## What needs to be done
Every record gets copied exactly, and no picture goes with it.

## Material shown

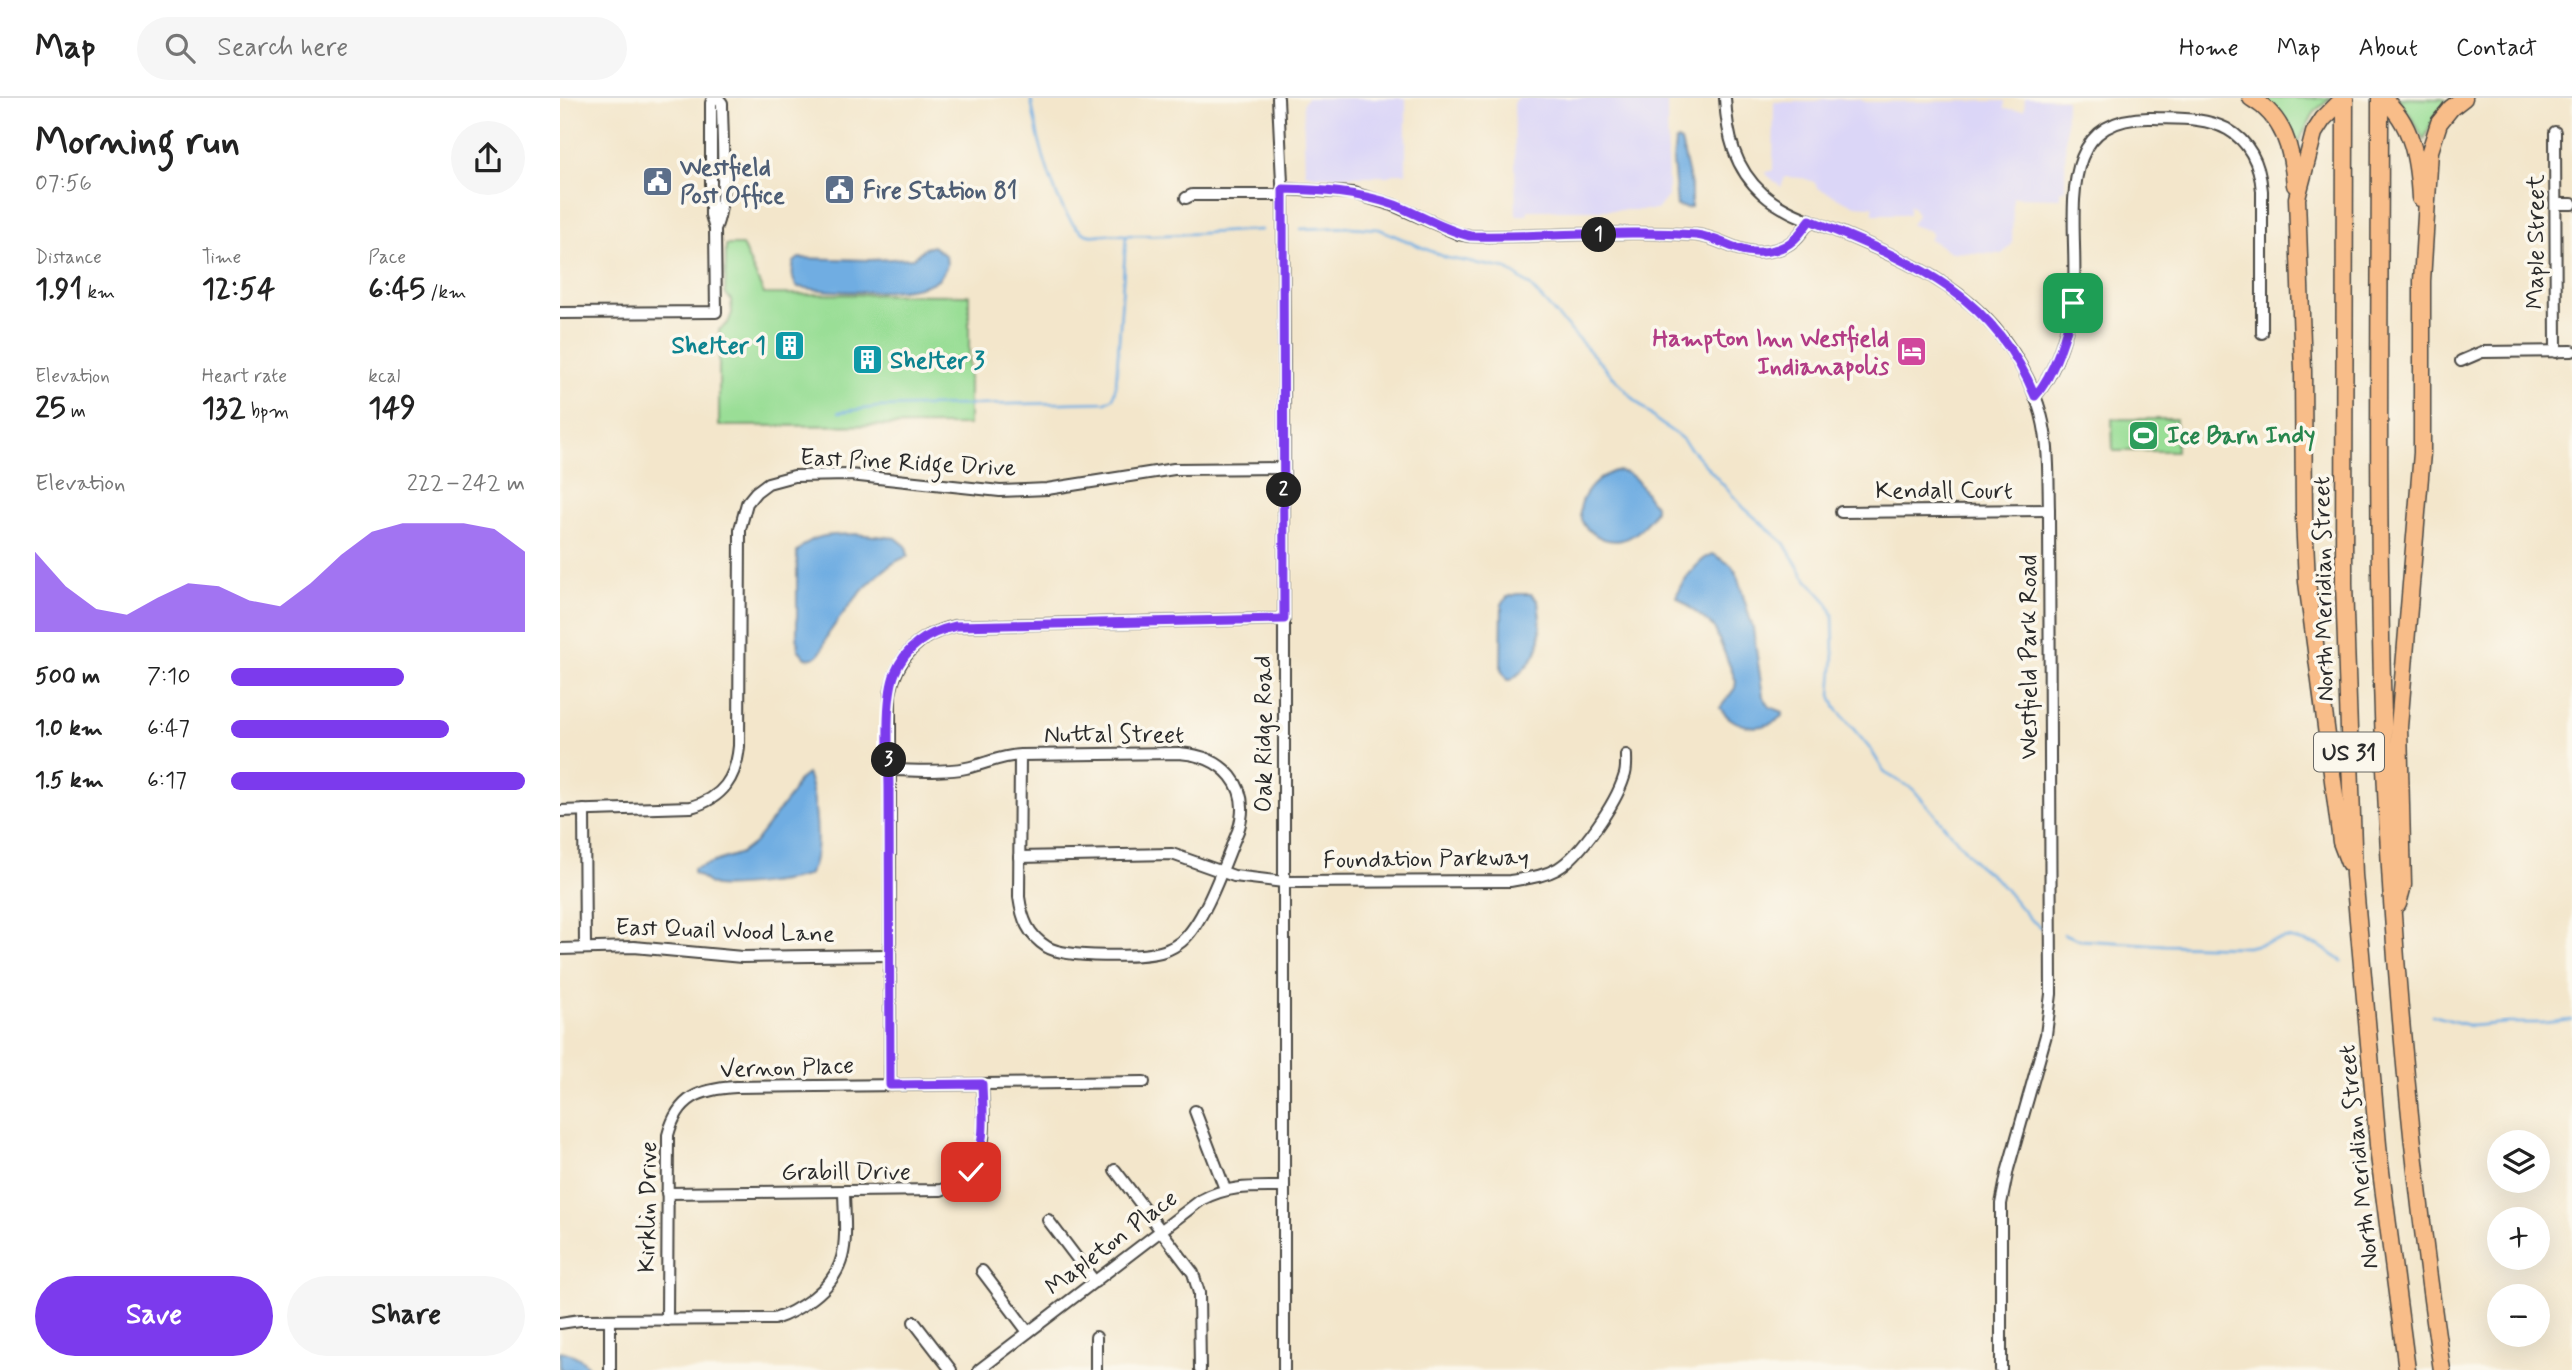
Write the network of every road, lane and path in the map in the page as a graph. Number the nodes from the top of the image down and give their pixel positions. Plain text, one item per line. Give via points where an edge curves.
1 (713, 98) edge
2 (718, 98) edge
3 (1278, 98) edge
4 (1725, 98) edge
5 (2251, 98) edge
6 (2344, 98) edge
7 (2381, 98) edge
8 (2463, 98) edge
9 (2556, 132) dead end
10 (1283, 192) junction
11 (1186, 198) dead end
12 (2297, 198) junction
13 (2556, 204) junction
14 (2572, 204) edge
15 (1810, 220) junction
16 (715, 229) junction
17 (2424, 242) junction
18 (560, 313) edge
19 (2262, 332) dead end
20 (2572, 351) edge
21 (2556, 352) junction
22 (2461, 361) dead end
23 (2035, 396) junction
24 (1284, 467) junction
25 (2049, 510) junction
26 (1841, 512) dead end
27 (1284, 619) junction
28 (1020, 755) junction
29 (1626, 755) dead end
30 (889, 770) junction
31 (584, 810) junction
32 (560, 811) edge
33 (1019, 857) junction
34 (1221, 872) junction
35 (2354, 875) junction
36 (1284, 882) junction
37 (2395, 919) junction
38 (585, 947) junction
39 (560, 948) edge
40 (889, 955) junction
41 (1144, 1082) dead end
42 (982, 1084) junction
43 (890, 1085) junction
44 (687, 1101) joint
45 (1195, 1111) dead end
46 (1115, 1170) dead end
47 (1284, 1187) junction
48 (1225, 1189) junction
49 (844, 1192) junction
50 (667, 1193) junction
51 (1048, 1220) dead end
52 (1162, 1230) junction
53 (982, 1271) dead end
54 (1095, 1282) junction
55 (610, 1320) junction
56 (667, 1320) junction
57 (915, 1322) dead end
58 (560, 1323) edge
59 (1028, 1332) junction
60 (1096, 1337) dead end
61 (610, 1370) edge
62 (951, 1370) edge
63 (979, 1370) edge
64 (1096, 1370) edge
65 (1200, 1370) edge
66 (1284, 1370) edge
67 (2001, 1370) edge
68 (2407, 1370) edge
69 (2442, 1370) edge

1 - 16 street via 711,215
2 - 16 street via 722,103 721,217
3 - 10 street, Oak Ridge Road
4 - 15 street, Westfield Park Road via 1733,152 1750,181 1771,201
5 - 12 highway via 2269,112 2287,138
6 - 12 highway via 2315,133
6 - 35 highway, North Meridian Street / US 31 via 2344,571
7 - 17 highway via 2404,126 2415,153
7 - 37 highway, US 31 via 2381,667
8 - 17 highway via 2444,116 2433,136
9 - 13 street, Maple Street
10 - 11 street
10 - 15 street via 1353,193 1470,236 1699,236 1735,250 1761,252 1787,246
10 - 24 street, Oak Ridge Road
12 - 35 highway via 2306,582 2341,842
13 - 14 street
13 - 21 street, Maple Street
15 - 23 street, Westfield Park Road via 1919,269 1968,300 2003,339
16 - 18 street via 716,312
17 - 37 highway via 2422,453 2400,717 2403,886
19 - 23 street via 2262,191 2256,159 2240,139 2215,123 2147,118 2117,122 2090,141 2076,174 2071,314 2047,380
20 - 21 street
21 - 22 street via 2482,352
23 - 25 street, Westfield Park Road via 2046,443
24 - 27 street, Oak Ridge Road
24 - 31 street, East Pine Ridge Drive via 1174,469 1046,489 1000,491 850,475 794,476 768,483 747,503 740,529 735,773 719,795 691,807
25 - 26 street, Kendall Court
25 - 67 street, Westfield Park Road via 2050,1019 2001,1204
27 - 30 street via 943,629 914,646 896,672 890,694
27 - 36 street, Oak Ridge Road
28 - 30 street, Nuttal Street via 954,770
28 - 33 street
28 - 34 street, Nuttal Street via 1179,753 1215,762 1235,782 1242,800 1239,828
29 - 36 street, Foundation Parkway via 1626,774 1615,798 1583,844 1566,864 1537,877
30 - 40 street
31 - 32 street, East Pine Ridge Drive
31 - 38 street
33 - 34 street, Foundation Parkway via 1164,854
33 - 34 street via 1019,897 1026,925 1048,947 1073,954 1149,954 1177,945 1197,925
34 - 36 street, Foundation Parkway
35 - 68 highway, North Meridian Street / US 31 via 2374,1110
36 - 47 street, Oak Ridge Road
37 - 69 highway, US 31 via 2415,1161
38 - 39 street, East Quail Wood Lane
38 - 40 street, East Quail Wood Lane via 742,957
40 - 43 street
41 - 42 street, Vernon Place
42 - 43 street, Vernon Place
42 - 49 street, Grabill Drive via 982,1149 962,1181 935,1192
43 - 44 street, Vernon Place via 721,1088
44 - 50 street, Kirklin Drive via 675,1114 668,1135
45 - 48 street
46 - 52 street
47 - 48 street, Mapleton Place
47 - 66 street, Oak Ridge Road
48 - 52 street, Mapleton Place via 1201,1200
49 - 50 street, Grabill Drive
49 - 56 street via 842,1263 831,1282 811,1300 774,1319
50 - 56 street, Kirklin Drive
51 - 54 street
52 - 54 street, Mapleton Place
52 - 65 street via 1188,1265 1198,1288
53 - 59 street
54 - 59 street, Mapleton Place
55 - 56 street
55 - 58 street
55 - 61 street
57 - 62 street
59 - 63 street, Mapleton Place
60 - 64 street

## Answer to the problem
Write the network of every road, lane and path in the map in the page as a graph. Number the nodes from the top of the image down and give their pixel positions. Plain text, one item per line. Give via points where an edge curves.
1 (713, 98) edge
2 (718, 98) edge
3 (1278, 98) edge
4 (1725, 98) edge
5 (2251, 98) edge
6 (2344, 98) edge
7 (2381, 98) edge
8 (2463, 98) edge
9 (2556, 132) dead end
10 (1283, 192) junction
11 (1186, 198) dead end
12 (2297, 198) junction
13 (2556, 204) junction
14 (2572, 204) edge
15 (1810, 220) junction
16 (715, 229) junction
17 (2424, 242) junction
18 (560, 313) edge
19 (2262, 332) dead end
20 (2572, 351) edge
21 (2556, 352) junction
22 (2461, 361) dead end
23 (2035, 396) junction
24 (1284, 467) junction
25 (2049, 510) junction
26 (1841, 512) dead end
27 (1284, 619) junction
28 (1020, 755) junction
29 (1626, 755) dead end
30 (889, 770) junction
31 (584, 810) junction
32 (560, 811) edge
33 (1019, 857) junction
34 (1221, 872) junction
35 (2354, 875) junction
36 (1284, 882) junction
37 (2395, 919) junction
38 (585, 947) junction
39 (560, 948) edge
40 (889, 955) junction
41 (1144, 1082) dead end
42 (982, 1084) junction
43 (890, 1085) junction
44 (687, 1101) joint
45 (1195, 1111) dead end
46 (1115, 1170) dead end
47 (1284, 1187) junction
48 (1225, 1189) junction
49 (844, 1192) junction
50 (667, 1193) junction
51 (1048, 1220) dead end
52 (1162, 1230) junction
53 (982, 1271) dead end
54 (1095, 1282) junction
55 (610, 1320) junction
56 (667, 1320) junction
57 (915, 1322) dead end
58 (560, 1323) edge
59 (1028, 1332) junction
60 (1096, 1337) dead end
61 (610, 1370) edge
62 (951, 1370) edge
63 (979, 1370) edge
64 (1096, 1370) edge
65 (1200, 1370) edge
66 (1284, 1370) edge
67 (2001, 1370) edge
68 (2407, 1370) edge
69 (2442, 1370) edge

1 - 16 street via 711,215
2 - 16 street via 722,103 721,217
3 - 10 street, Oak Ridge Road
4 - 15 street, Westfield Park Road via 1733,152 1750,181 1771,201
5 - 12 highway via 2269,112 2287,138
6 - 12 highway via 2315,133
6 - 35 highway, North Meridian Street / US 31 via 2344,571
7 - 17 highway via 2404,126 2415,153
7 - 37 highway, US 31 via 2381,667
8 - 17 highway via 2444,116 2433,136
9 - 13 street, Maple Street
10 - 11 street
10 - 15 street via 1353,193 1470,236 1699,236 1735,250 1761,252 1787,246
10 - 24 street, Oak Ridge Road
12 - 35 highway via 2306,582 2341,842
13 - 14 street
13 - 21 street, Maple Street
15 - 23 street, Westfield Park Road via 1919,269 1968,300 2003,339
16 - 18 street via 716,312
17 - 37 highway via 2422,453 2400,717 2403,886
19 - 23 street via 2262,191 2256,159 2240,139 2215,123 2147,118 2117,122 2090,141 2076,174 2071,314 2047,380
20 - 21 street
21 - 22 street via 2482,352
23 - 25 street, Westfield Park Road via 2046,443
24 - 27 street, Oak Ridge Road
24 - 31 street, East Pine Ridge Drive via 1174,469 1046,489 1000,491 850,475 794,476 768,483 747,503 740,529 735,773 719,795 691,807
25 - 26 street, Kendall Court
25 - 67 street, Westfield Park Road via 2050,1019 2001,1204
27 - 30 street via 943,629 914,646 896,672 890,694
27 - 36 street, Oak Ridge Road
28 - 30 street, Nuttal Street via 954,770
28 - 33 street
28 - 34 street, Nuttal Street via 1179,753 1215,762 1235,782 1242,800 1239,828
29 - 36 street, Foundation Parkway via 1626,774 1615,798 1583,844 1566,864 1537,877
30 - 40 street
31 - 32 street, East Pine Ridge Drive
31 - 38 street
33 - 34 street, Foundation Parkway via 1164,854
33 - 34 street via 1019,897 1026,925 1048,947 1073,954 1149,954 1177,945 1197,925
34 - 36 street, Foundation Parkway
35 - 68 highway, North Meridian Street / US 31 via 2374,1110
36 - 47 street, Oak Ridge Road
37 - 69 highway, US 31 via 2415,1161
38 - 39 street, East Quail Wood Lane
38 - 40 street, East Quail Wood Lane via 742,957
40 - 43 street
41 - 42 street, Vernon Place
42 - 43 street, Vernon Place
42 - 49 street, Grabill Drive via 982,1149 962,1181 935,1192
43 - 44 street, Vernon Place via 721,1088
44 - 50 street, Kirklin Drive via 675,1114 668,1135
45 - 48 street
46 - 52 street
47 - 48 street, Mapleton Place
47 - 66 street, Oak Ridge Road
48 - 52 street, Mapleton Place via 1201,1200
49 - 50 street, Grabill Drive
49 - 56 street via 842,1263 831,1282 811,1300 774,1319
50 - 56 street, Kirklin Drive
51 - 54 street
52 - 54 street, Mapleton Place
52 - 65 street via 1188,1265 1198,1288
53 - 59 street
54 - 59 street, Mapleton Place
55 - 56 street
55 - 58 street
55 - 61 street
57 - 62 street
59 - 63 street, Mapleton Place
60 - 64 street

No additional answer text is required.